* _Task instructions_
Each line of the records that includes "bridge" should be found and copied.
----------
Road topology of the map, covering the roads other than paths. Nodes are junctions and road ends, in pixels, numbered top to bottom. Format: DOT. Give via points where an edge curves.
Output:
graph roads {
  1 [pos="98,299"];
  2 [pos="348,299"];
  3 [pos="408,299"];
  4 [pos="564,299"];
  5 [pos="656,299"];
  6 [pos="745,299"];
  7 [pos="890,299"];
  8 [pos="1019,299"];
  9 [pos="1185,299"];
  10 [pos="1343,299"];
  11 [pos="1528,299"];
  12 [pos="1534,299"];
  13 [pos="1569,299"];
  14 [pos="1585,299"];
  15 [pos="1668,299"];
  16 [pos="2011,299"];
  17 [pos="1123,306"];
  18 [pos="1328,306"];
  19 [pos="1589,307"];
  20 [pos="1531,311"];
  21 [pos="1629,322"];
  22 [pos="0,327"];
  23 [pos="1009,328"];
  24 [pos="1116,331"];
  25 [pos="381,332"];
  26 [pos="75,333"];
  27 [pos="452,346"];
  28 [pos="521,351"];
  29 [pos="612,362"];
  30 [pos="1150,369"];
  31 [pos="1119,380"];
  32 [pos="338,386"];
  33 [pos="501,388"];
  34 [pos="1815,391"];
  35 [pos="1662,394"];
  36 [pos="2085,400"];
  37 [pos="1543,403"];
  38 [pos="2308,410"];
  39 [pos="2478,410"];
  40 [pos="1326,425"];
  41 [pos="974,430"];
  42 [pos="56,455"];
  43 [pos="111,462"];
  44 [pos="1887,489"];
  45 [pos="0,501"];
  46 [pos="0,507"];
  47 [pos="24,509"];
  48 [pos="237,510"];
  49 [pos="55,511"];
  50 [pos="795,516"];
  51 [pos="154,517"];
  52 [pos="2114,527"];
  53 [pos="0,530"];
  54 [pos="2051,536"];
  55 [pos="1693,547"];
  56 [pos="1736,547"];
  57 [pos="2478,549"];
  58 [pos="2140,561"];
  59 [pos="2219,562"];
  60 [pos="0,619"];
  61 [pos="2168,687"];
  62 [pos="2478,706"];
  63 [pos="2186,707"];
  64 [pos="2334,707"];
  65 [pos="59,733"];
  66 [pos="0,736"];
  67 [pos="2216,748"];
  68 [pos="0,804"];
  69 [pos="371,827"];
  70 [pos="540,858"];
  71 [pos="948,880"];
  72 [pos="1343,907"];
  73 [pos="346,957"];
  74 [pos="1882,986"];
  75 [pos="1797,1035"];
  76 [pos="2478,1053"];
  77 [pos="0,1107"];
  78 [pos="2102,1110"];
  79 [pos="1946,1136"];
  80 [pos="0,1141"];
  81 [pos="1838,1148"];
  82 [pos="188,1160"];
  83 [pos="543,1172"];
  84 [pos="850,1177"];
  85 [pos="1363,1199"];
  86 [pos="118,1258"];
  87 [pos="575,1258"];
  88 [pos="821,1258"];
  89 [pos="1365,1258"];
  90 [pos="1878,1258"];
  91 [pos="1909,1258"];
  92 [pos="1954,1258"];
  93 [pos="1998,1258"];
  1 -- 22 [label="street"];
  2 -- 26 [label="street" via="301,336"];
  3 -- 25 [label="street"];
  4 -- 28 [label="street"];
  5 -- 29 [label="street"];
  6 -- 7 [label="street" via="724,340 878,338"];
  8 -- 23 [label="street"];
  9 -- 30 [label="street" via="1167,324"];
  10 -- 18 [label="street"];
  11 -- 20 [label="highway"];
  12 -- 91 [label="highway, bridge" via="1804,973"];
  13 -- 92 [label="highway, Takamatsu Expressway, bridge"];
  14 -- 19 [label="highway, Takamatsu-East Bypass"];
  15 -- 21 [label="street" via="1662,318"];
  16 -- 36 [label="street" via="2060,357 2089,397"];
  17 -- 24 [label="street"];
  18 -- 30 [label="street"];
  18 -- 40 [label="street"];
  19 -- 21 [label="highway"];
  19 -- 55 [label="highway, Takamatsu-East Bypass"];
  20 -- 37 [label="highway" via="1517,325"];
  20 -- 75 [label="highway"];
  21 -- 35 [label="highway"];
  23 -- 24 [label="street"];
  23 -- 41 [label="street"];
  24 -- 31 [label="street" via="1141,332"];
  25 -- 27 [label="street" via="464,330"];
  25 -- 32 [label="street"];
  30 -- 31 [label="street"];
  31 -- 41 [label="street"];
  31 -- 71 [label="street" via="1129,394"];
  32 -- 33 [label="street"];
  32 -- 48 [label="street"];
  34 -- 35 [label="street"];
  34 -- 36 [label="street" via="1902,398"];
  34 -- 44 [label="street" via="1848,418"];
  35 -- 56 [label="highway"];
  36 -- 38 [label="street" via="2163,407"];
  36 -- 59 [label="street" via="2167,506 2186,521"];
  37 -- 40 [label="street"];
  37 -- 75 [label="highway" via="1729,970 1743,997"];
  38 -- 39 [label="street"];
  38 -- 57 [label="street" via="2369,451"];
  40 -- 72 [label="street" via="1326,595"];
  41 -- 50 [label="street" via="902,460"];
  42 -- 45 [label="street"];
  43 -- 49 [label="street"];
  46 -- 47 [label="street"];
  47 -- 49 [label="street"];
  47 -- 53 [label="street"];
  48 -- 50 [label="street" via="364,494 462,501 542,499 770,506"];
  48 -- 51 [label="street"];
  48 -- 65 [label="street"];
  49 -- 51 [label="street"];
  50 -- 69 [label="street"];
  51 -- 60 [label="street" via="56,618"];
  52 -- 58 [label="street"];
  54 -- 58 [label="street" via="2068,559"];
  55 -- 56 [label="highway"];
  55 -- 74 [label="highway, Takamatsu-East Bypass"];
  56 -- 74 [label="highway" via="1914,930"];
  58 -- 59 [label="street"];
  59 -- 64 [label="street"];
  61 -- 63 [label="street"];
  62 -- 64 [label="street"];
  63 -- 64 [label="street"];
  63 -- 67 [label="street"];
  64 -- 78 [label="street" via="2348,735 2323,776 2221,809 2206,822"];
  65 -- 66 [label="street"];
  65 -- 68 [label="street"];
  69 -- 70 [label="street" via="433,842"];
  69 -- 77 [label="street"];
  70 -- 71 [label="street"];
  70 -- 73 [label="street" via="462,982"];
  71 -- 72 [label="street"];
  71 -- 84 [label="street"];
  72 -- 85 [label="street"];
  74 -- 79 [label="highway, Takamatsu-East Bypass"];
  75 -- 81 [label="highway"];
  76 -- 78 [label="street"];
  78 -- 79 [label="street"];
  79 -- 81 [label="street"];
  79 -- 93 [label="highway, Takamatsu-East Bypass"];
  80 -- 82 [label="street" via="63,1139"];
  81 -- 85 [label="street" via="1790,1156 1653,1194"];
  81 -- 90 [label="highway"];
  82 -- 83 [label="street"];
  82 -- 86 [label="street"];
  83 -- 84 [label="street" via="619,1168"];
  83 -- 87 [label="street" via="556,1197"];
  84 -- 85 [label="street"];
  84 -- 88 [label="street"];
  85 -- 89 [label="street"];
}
----------
* _Task response_
  12 -- 91 [label="highway, bridge" via="1804,973"];
  13 -- 92 [label="highway, Takamatsu Expressway, bridge"];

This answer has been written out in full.